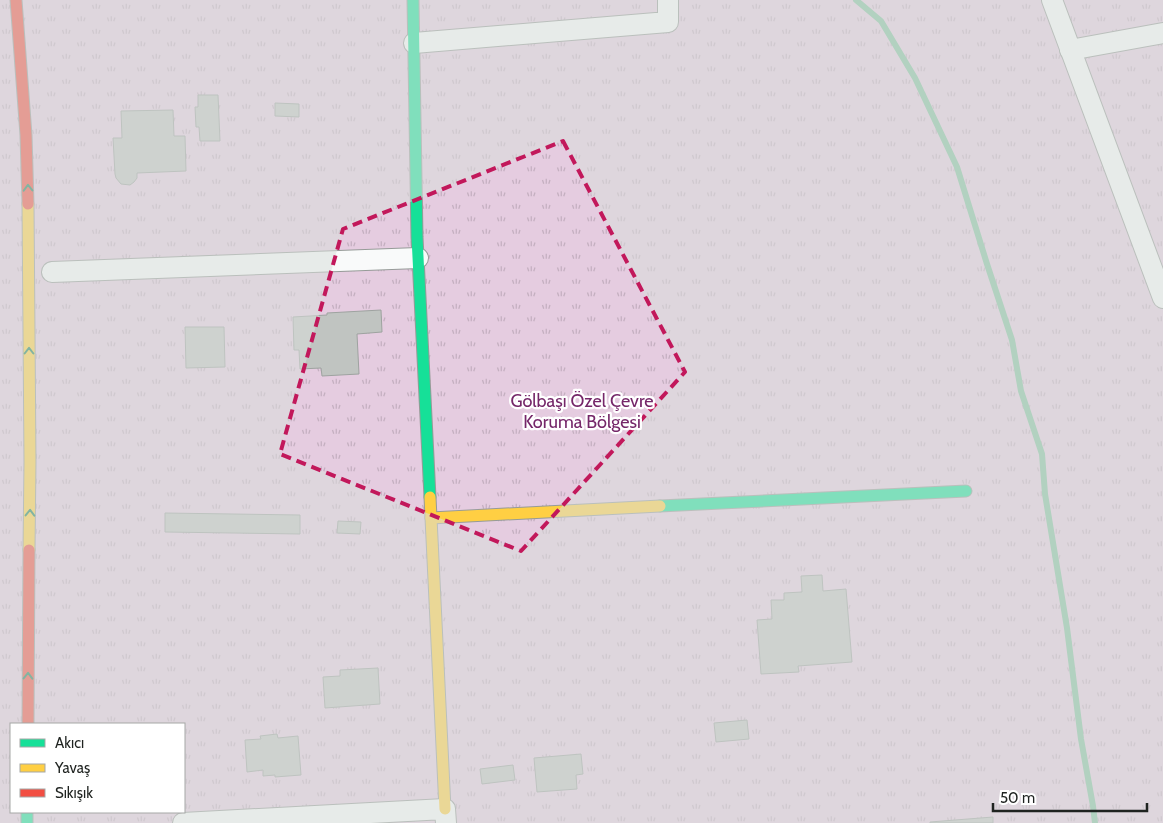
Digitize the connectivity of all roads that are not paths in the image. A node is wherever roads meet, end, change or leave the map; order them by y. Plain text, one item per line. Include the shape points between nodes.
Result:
1 (16, 0) edge
2 (413, 0) edge
3 (668, 0) edge
4 (1052, 0) edge
5 (1163, 33) edge
6 (414, 43) junction
7 (1070, 50) junction
8 (418, 258) junction
9 (52, 272) dead end
10 (1163, 298) edge
11 (966, 491) dead end
12 (431, 518) junction
13 (28, 723) edge
14 (446, 816) edge
15 (184, 823) edge

13 -> 1 street via 28,180
2 - 6 street
3 - 6 street via 668,22
4 - 7 street
5 - 7 street
6 - 8 street
7 - 10 street
8 - 9 street
8 - 12 street
11 - 12 street
12 - 14 street
14 - 15 street

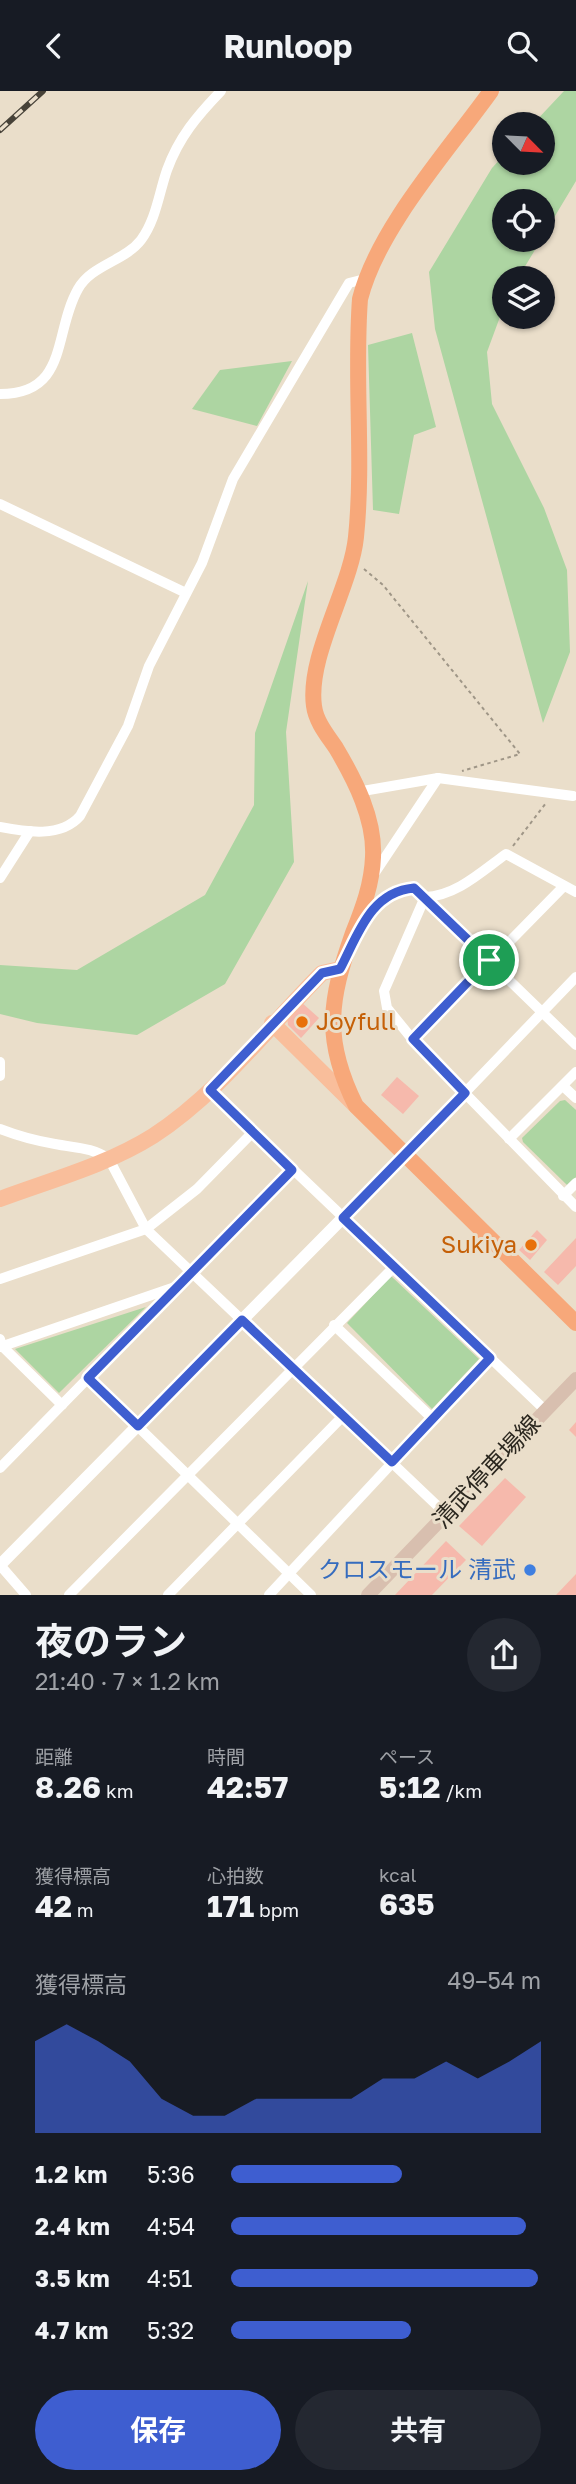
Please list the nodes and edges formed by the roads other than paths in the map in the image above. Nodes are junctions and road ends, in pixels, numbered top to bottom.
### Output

★ ★ ★ ★

What you should do
What is needed is every line from the data above that includes the string "nodes", copied out.

Solution to this problem
Digitize the connectivity of all roads that are not paths in the image. A node is wherever roads meet, end, change or leave the map; order them by y. Plain text, one item per line. Include the shape points between nodes.
Please list the nodes and edges formed by the roads other than paths in the map in the image above. Nodes are junctions and road ends, in pixels, numbered top to bottom.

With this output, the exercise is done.